In the lengthy post, Fowler described how she refused the sexual advances of her manager and reported his actions to the HR department.
Furthermore, she claimed that despite his very inappropriate actions, she was told that he was only given a warning as it was his first offence, and he was considered a high performer by upper management.
With this outcome, Fowler was given a choice of either leaving the team she was a part of, or staying in the same team, which HR admitted would likely result in her getting a poor performance review.

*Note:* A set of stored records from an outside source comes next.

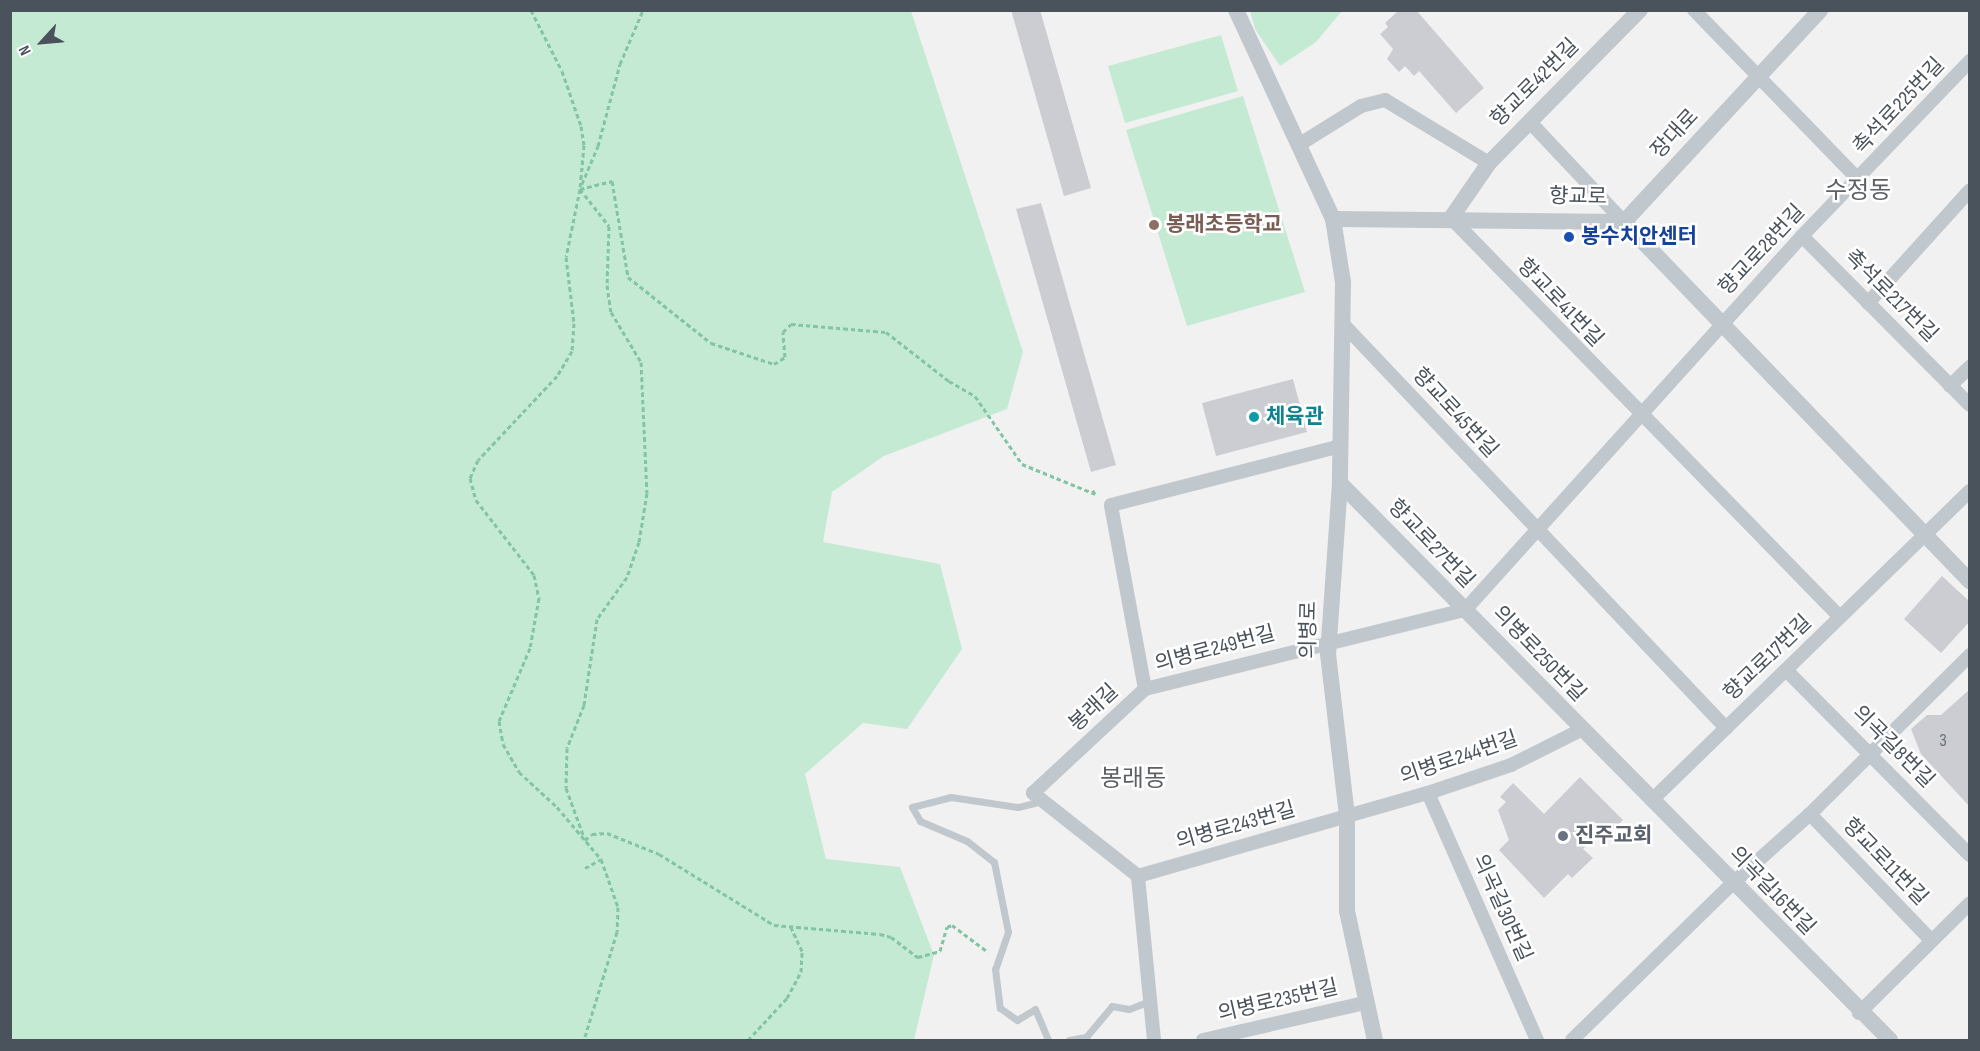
<!DOCTYPE html>
<html>
<head>
<meta charset="utf-8">
<style>
	body { margin:0 }
	#map { position:relative; width:1980px; height:1051px; overflow:hidden; background:#f2f1f1; font-family:"Sofia Sans Condensed","Noto Sans KR",sans-serif }
	div>[style] { position:absolute }
	[style*='--x'] { left:calc(var(--x)*1px); top:calc(var(--y)*1px); width:calc(var(--w)*1px); rotate:calc(var(--a)*1deg) }
	.green>* { inset:0; background:#c5ead4 }
	.building>* { inset:0; background:#cbcdd2 }
	.path>* { height:3px; margin-top:-1.5px; transform-origin:0; background:repeating-linear-gradient(90deg,#81c5a4 0 4.5px,transparent 0 7.5px) }
	.service>* { height:7px; margin:-3.5px; padding:0 3.5px; transform-origin:3.5px; border-radius:3.5px; background:#c0c7cd }
	.minor>* { height:14px; margin:-7px; padding:0 7px; transform-origin:7px; border-radius:7px; background:#c0c7cd }
	.tertiary>* { height:16px; margin:-8px; padding:0 8px; transform-origin:8px; border-radius:8px; background:#c0c7cd }
	.dots>* { width:16px; height:16px; translate:-50% -50%; box-sizing:border-box; border:3px solid #fff; border-radius:50% }
	span { translate:-50% -50%; white-space:nowrap; text-align:center; line-height:1.15; -webkit-text-stroke:5px #fff; paint-order:stroke }
	.number-label { font-size:18px; color:#6a727a }
	.number-label span { -webkit-text-stroke-width:0 }
	.street-label { font-size:21px; color:#4a535c }
	.education-label { font-size:21px; color:#785e54; font-weight:700 }
	.left { translate:0 -50%; text-align:left }
	.transit-label { font-size:21px; color:#164399; font-weight:700 }
	.culture-label { font-size:21px; color:#0d838f; font-weight:700 }
	.worship-label { font-size:21px; color:#5b616d; font-weight:700 }
	.quarter-label { font-size:24px; color:#5e6164 }
	.frame { position:absolute; inset:0; border:12px solid #4a535c; pointer-events:none }
	.north { position:absolute; left:12px; top:12px; width:60px; height:60px; -webkit-text-stroke:4px #fff; paint-order:stroke; rotate:244deg; font-size:16px; font-weight:700; line-height:24px; text-align:center; color:#4a535c }
	.north::after { content:''; display:block; margin:auto; width:21px; height:27px; background:#4a535c; clip-path:polygon(50% 0,100% 100%,50% 72%,0 100%) }
</style>
</head>
<body>
<div id="map">
	<div class="green">
		<div style="clip-path:polygon(10px 11px,911px 11px,1023px 352px,1007px 409px,884px 456px,832px 492px,823px 542px,940px 564px,962px 649px,907px 729px,863px 723px,805px 774px,826px 859px,900px 867px,934px 955px,914px 1040px,11px 1040px)"></div>
		<div style="clip-path:polygon(1250px 11px,1250px 10px,1342px 11px,1316px 42px,1280px 66px,1255px 29px)"></div>
		<div style="clip-path:polygon(1221px 35px,1238px 91px,1125px 123px,1108px 66px)"></div>
		<div style="clip-path:polygon(1243px 96px,1305px 292px,1187px 326px,1126px 130px)"></div>
	</div>
	<div class="building">
		<div style="clip-path:polygon(1011px 10px,1040px 10px,1091px 188px,1064px 196px)"></div>
		<div style="clip-path:polygon(1399px 10px,1416px 10px,1484px 88px,1456px 113px,1419px 71px,1414px 76px,1405px 66px,1399px 72px,1387px 59px,1393px 49px,1380px 34px,1388px 27px,1385px 23px)"></div>
		<div style="clip-path:polygon(1041px 203px,1116px 465px,1091px 472px,1016px 209px)"></div>
		<div style="clip-path:polygon(1293px 379px,1307px 432px,1216px 456px,1202px 403px)"></div>
		<div style="clip-path:polygon(1942px 576px,1970px 602px,1970px 621px,1941px 653px,1904px 619px)"></div>
		<div style="clip-path:polygon(1970px 689px,1970px 807px,1921px 754px,1911px 729px,1927px 715px,1941px 715px)"></div>
		<div style="clip-path:polygon(1580px 777px,1623px 820px,1613px 830px,1608px 825px,1583px 849px,1593px 858px,1572px 878px,1568px 874px,1544px 898px,1499px 850px,1509px 840px,1498px 810px,1506px 802px,1500px 797px,1513px 783px,1544px 814px)"></div>
	</div>
	<div class="path">
		<div style="--x:531;--y:10;--w:68;--a:63.1"></div>
		<div style="--x:562;--y:71;--w:58;--a:70.9"></div>
		<div style="--x:581;--y:126;--w:19;--a:81"></div>
		<div style="--x:584;--y:145;--w:44;--a:95.2"></div>
		<div style="--x:580;--y:189;--w:69;--a:101.6"></div>
		<div style="--x:566;--y:257;--w:66;--a:83.1"></div>
		<div style="--x:574;--y:323;--w:28;--a:94"></div>
		<div style="--x:572;--y:351;--w:29;--a:121"></div>
		<div style="--x:557;--y:376;--w:115;--a:133.2"></div>
		<div style="--x:478;--y:460;--w:20;--a:114"></div>
		<div style="--x:470;--y:478;--w:23;--a:75"></div>
		<div style="--x:476;--y:500;--w:95;--a:52.3"></div>
		<div style="--x:534;--y:575;--w:24;--a:78"></div>
		<div style="--x:539;--y:598;--w:51;--a:100.2"></div>
		<div style="--x:530;--y:648;--w:79;--a:113"></div>
		<div style="--x:499;--y:721;--w:23;--a:80"></div>
		<div style="--x:503;--y:744;--w:32;--a:60"></div>
		<div style="--x:519;--y:772;--w:52;--a:42.6"></div>
		<div style="--x:557;--y:807;--w:68;--a:49.8"></div>
		<div style="--x:601;--y:859;--w:51;--a:70.5"></div>
		<div style="--x:618;--y:907;--w:25;--a:92"></div>
		<div style="--x:617;--y:932;--w:113;--a:107"></div>
		<div style="--x:582;--y:184;--w:41;--a:-67.2"></div>
		<div style="--x:598;--y:146;--w:85;--a:-75"></div>
		<div style="--x:620;--y:64;--w:59;--a:-66.9"></div>
		<div style="--x:580;--y:189;--w:33;--a:-14"></div>
		<div style="--x:612;--y:181;--w:97;--a:80.5"></div>
		<div style="--x:628;--y:277;--w:106;--a:38.5"></div>
		<div style="--x:711;--y:343;--w:66;--a:18.4"></div>
		<div style="--x:774;--y:364;--w:13;--a:-32"></div>
		<div style="--x:785;--y:357;--w:25;--a:-95"></div>
		<div style="--x:783;--y:332;--w:11;--a:-45"></div>
		<div style="--x:791;--y:324;--w:95;--a:4.8"></div>
		<div style="--x:886;--y:332;--w:80;--a:37.9"></div>
		<div style="--x:949;--y:381;--w:30;--a:30"></div>
		<div style="--x:975;--y:396;--w:83;--a:55.3"></div>
		<div style="--x:1022;--y:464;--w:79;--a:22.3"></div>
		<div style="--x:1095;--y:494;--w:6;--a:-121"></div>
		<div style="--x:580;--y:189;--w:47;--a:51.9"></div>
		<div style="--x:609;--y:226;--w:59;--a:91.9"></div>
		<div style="--x:607;--y:285;--w:27;--a:82"></div>
		<div style="--x:611;--y:312;--w:58;--a:59"></div>
		<div style="--x:641;--y:362;--w:131;--a:87.4"></div>
		<div style="--x:647;--y:493;--w:50;--a:99.3"></div>
		<div style="--x:639;--y:542;--w:37;--a:109"></div>
		<div style="--x:627;--y:577;--w:52;--a:125.5"></div>
		<div style="--x:597;--y:619;--w:87;--a:98.6"></div>
		<div style="--x:584;--y:705;--w:46;--a:111.6"></div>
		<div style="--x:567;--y:748;--w:40;--a:91.4"></div>
		<div style="--x:566;--y:788;--w:55;--a:69.9"></div>
		<div style="--x:585;--y:840;--w:9;--a:-41"></div>
		<div style="--x:592;--y:834;--w:15;--a:-4"></div>
		<div style="--x:607;--y:833;--w:56;--a:22"></div>
		<div style="--x:659;--y:854;--w:135;--a:31.7"></div>
		<div style="--x:774;--y:925;--w:106;--a:4.9"></div>
		<div style="--x:880;--y:934;--w:11;--a:15"></div>
		<div style="--x:891;--y:937;--w:34;--a:37"></div>
		<div style="--x:918;--y:957;--w:23;--a:-15"></div>
		<div style="--x:940;--y:951;--w:25;--a:-74"></div>
		<div style="--x:947;--y:927;--w:5;--a:-22"></div>
		<div style="--x:952;--y:925;--w:45;--a:36.9"></div>
		<div style="--x:585;--y:868;--w:18;--a:-29"></div>
		<div style="--x:748;--y:1040;--w:57;--a:-47.1"></div>
		<div style="--x:787;--y:998;--w:30;--a:-62"></div>
		<div style="--x:801;--y:972;--w:21;--a:-87"></div>
		<div style="--x:802;--y:951;--w:26;--a:-115"></div>
	</div>
	<div class="service">
		<div style="--x:1042;--y:801;--w:25;--a:166"></div>
		<div style="--x:1018;--y:807;--w:68;--a:-171.5"></div>
		<div style="--x:951;--y:797;--w:40;--a:165.6"></div>
		<div style="--x:912;--y:807;--w:16;--a:60"></div>
		<div style="--x:920;--y:821;--w:51;--a:23.1"></div>
		<div style="--x:967;--y:841;--w:34;--a:38"></div>
		<div style="--x:994;--y:862;--w:71;--a:78.7"></div>
		<div style="--x:1008;--y:932;--w:39;--a:109"></div>
		<div style="--x:995;--y:969;--w:39;--a:83"></div>
		<div style="--x:1000;--y:1008;--w:21;--a:35"></div>
		<div style="--x:1017;--y:1020;--w:21;--a:-31"></div>
		<div style="--x:1035;--y:1009;--w:34;--a:67"></div>
		<div style="--x:1069;--y:1040;--w:17;--a:-10"></div>
		<div style="--x:1086;--y:1037;--w:40;--a:-50"></div>
		<div style="--x:1112;--y:1006;--w:17;--a:10"></div>
		<div style="--x:1129;--y:1009;--w:22;--a:-21"></div>
	</div>
	<div class="minor">
		<div style="--x:1694;--y:10;--w:237;--a:45.9"></div>
		<div style="--x:1529;--y:121;--w:139;--a:46.8"></div>
		<div style="--x:1300;--y:144;--w:72;--a:-31.9"></div>
		<div style="--x:1361;--y:106;--w:25;--a:-14"></div>
		<div style="--x:1385;--y:100;--w:122;--a:31.2"></div>
		<div style="--x:1451;--y:218;--w:557;--a:45.73"></div>
		<div style="--x:1802;--y:236;--w:238;--a:45.2"></div>
		<div style="--x:1868;--y:303;--w:152;--a:-47.9"></div>
		<div style="--x:1343;--y:324;--w:557;--a:46.53"></div>
		<div style="--x:1950;--y:386;--w:28;--a:-44"></div>
		<div style="--x:1786;--y:670;--w:261;--a:45.2"></div>
		<div style="--x:1145;--y:689;--w:187;--a:-100.5"></div>
		<div style="--x:1111;--y:505;--w:237;--a:-14.4"></div>
		<div style="--x:1428;--y:793;--w:270;--a:66.2"></div>
		<div style="--x:1653;--y:799;--w:442;--a:-44.2"></div>
		<div style="--x:1810;--y:814;--w:173;--a:46.2"></div>
		<div style="--x:1138;--y:876;--w:302;--a:-16"></div>
		<div style="--x:1428;--y:793;--w:88;--a:-18.6"></div>
		<div style="--x:1511;--y:765;--w:78;--a:-26.6"></div>
		<div style="--x:1859;--y:1013;--w:156;--a:-44.7"></div>
		<div style="--x:1154;--y:1040;--w:165;--a:-95.6"></div>
		<div style="--x:1138;--y:876;--w:134;--a:-141.7"></div>
		<div style="--x:1033;--y:793;--w:153;--a:-42.9"></div>
		<div style="--x:1145;--y:689;--w:330;--a:-13.9"></div>
		<div style="--x:1465;--y:610;--w:503;--a:-47.98"></div>
		<div style="--x:1802;--y:236;--w:243;--a:-46.2"></div>
		<div style="--x:1203;--y:1040;--w:165;--a:-12.9"></div>
		<div style="--x:1572;--y:1040;--w:225;--a:-44.3"></div>
		<div style="--x:1733;--y:883;--w:103;--a:-41.9"></div>
		<div style="--x:1810;--y:814;--w:226;--a:-44.8"></div>
	</div>
	<div class="tertiary">
		<div style="--x:1236;--y:10;--w:230;--a:65.1"></div>
		<div style="--x:1333;--y:219;--w:291;--a:0.6"></div>
		<div style="--x:1624;--y:222;--w:499;--a:46.1"></div>
		<div style="--x:1451;--y:218;--w:67;--a:-55.4"></div>
		<div style="--x:1489;--y:163;--w:215;--a:-45.4"></div>
		<div style="--x:1333;--y:219;--w:64;--a:81"></div>
		<div style="--x:1343;--y:282;--w:201;--a:90.9"></div>
		<div style="--x:1340;--y:483;--w:171;--a:94"></div>
		<div style="--x:1328;--y:654;--w:163;--a:83.3"></div>
		<div style="--x:1347;--y:816;--w:95;--a:90"></div>
		<div style="--x:1347;--y:911;--w:132;--a:77.8"></div>
		<div style="--x:1624;--y:222;--w:289;--a:-47.2"></div>
		<div style="--x:1340;--y:483;--w:783;--a:45.36"></div>
	</div>
	<div class="dots">
		<div style="left:1154px;top:225px;background:#8d6e63"></div>
		<div style="left:1569px;top:237px;background:#1a4fb4"></div>
		<div style="left:1254px;top:417px;background:#0f9aa8"></div>
		<div style="left:1563px;top:836px;background:#6b7280"></div>
	</div>
	<div class="number-label">
		<span style="left:1943px;top:741px">3</span>
	</div>
	<div class="street-label">
		<span style="left:1535px;top:83px;rotate:-45deg">향교로42번길</span>
		<span style="left:1899px;top:106px;rotate:-47deg">촉석로225번길</span>
		<span style="left:1675px;top:134px;rotate:-47deg">장대로</span>
		<span style="left:1578px;top:197px;rotate:1deg">향교로</span>
		<span style="left:1762px;top:250px;rotate:-47deg">향교로28번길</span>
		<span style="left:1891px;top:296px;rotate:45deg">촉석로217번길</span>
		<span style="left:1560px;top:303px;rotate:46deg">향교로41번길</span>
		<span style="left:1455px;top:413px;rotate:47deg">향교로45번길</span>
		<span style="left:1431px;top:544px;rotate:46deg">향교로27번길</span>
		<span style="left:1309px;top:630px;rotate:-89deg">의병로</span>
		<span style="left:1215px;top:649px;rotate:-15deg">의병로249번길</span>
		<span style="left:1539px;top:654px;rotate:46deg">의병로250번길</span>
		<span style="left:1768px;top:658px;rotate:-44deg">향교로17번길</span>
		<span style="left:1094px;top:708px;rotate:-43deg">봉래길</span>
		<span style="left:1893px;top:747px;rotate:45deg">의곡길8번길</span>
		<span style="left:1459px;top:758px;rotate:-19deg">의병로244번길</span>
		<span style="left:1236px;top:826px;rotate:-16deg">의병로243번길</span>
		<span style="left:1885px;top:862px;rotate:46deg">향교로11번길</span>
		<span style="left:1772px;top:891px;rotate:46deg">의곡길16번길</span>
		<span style="left:1502px;top:908px;rotate:66deg">의곡길30번길</span>
		<span style="left:1278px;top:1001px;rotate:-13deg">의병로235번길</span>
	</div>
	<div class="education-label">
		<span class="left" style="left:1166px;top:225px">봉래초등학교</span>
	</div>
	<div class="transit-label">
		<span class="left" style="left:1581px;top:237px">봉수치안센터</span>
	</div>
	<div class="culture-label">
		<span class="left" style="left:1266px;top:417px">체육관</span>
	</div>
	<div class="worship-label">
		<span class="left" style="left:1575px;top:836px">진주교회</span>
	</div>
	<div class="quarter-label">
		<span style="left:1858px;top:191px">수정동</span>
		<span style="left:1133px;top:779px">봉래동</span>
	</div>
	<div class="frame"></div>
	<div class="north">N</div>
</div>
</body>
</html>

“One HR rep even explicitly told me that it wouldn’t be retaliation if I received a negative review later because I had been ‘given an option’,” Fowler added.
Not the only instance
After her own claim, Fowler said that following conversations with other women engineers at the company, this was not the man’s first accusation of sexual harassment.
She also claimed that all attempts to progress within the organisation were blocked due to her previous complaints about management.
Having now left the company for Stripe, Fowler said that there are few women engineers left at Uber.
“On my last day at Uber, I calculated the percentage of women who were still in the org [sic]. Out of over 150 engineers in the site reliability engineer teams, only 3pc were women.”
Travis Kalanick responds
Just a few hours after she published her piece, Uber’s CEO Travis Kalanick issued a statement describing her experience as “abhorrent”, adding that he instructed the head of HR to conduct “an urgent investigation” into the claims.
In an emailed statement seen by The New York Times, Kalanick said:“We seek to make Uber a just workplace for everyone, and there can be absolutely no place for this kind of behaviour at Uber – and anyone who behaves this way or thinks this is OK will be fired.”
This marks the second time in a month that Kalanick has had to issue a statement following controversy. He recently agreed to step down from US president Donald Trump’s advisory committee after an exodus of users over the company’s ties to the president.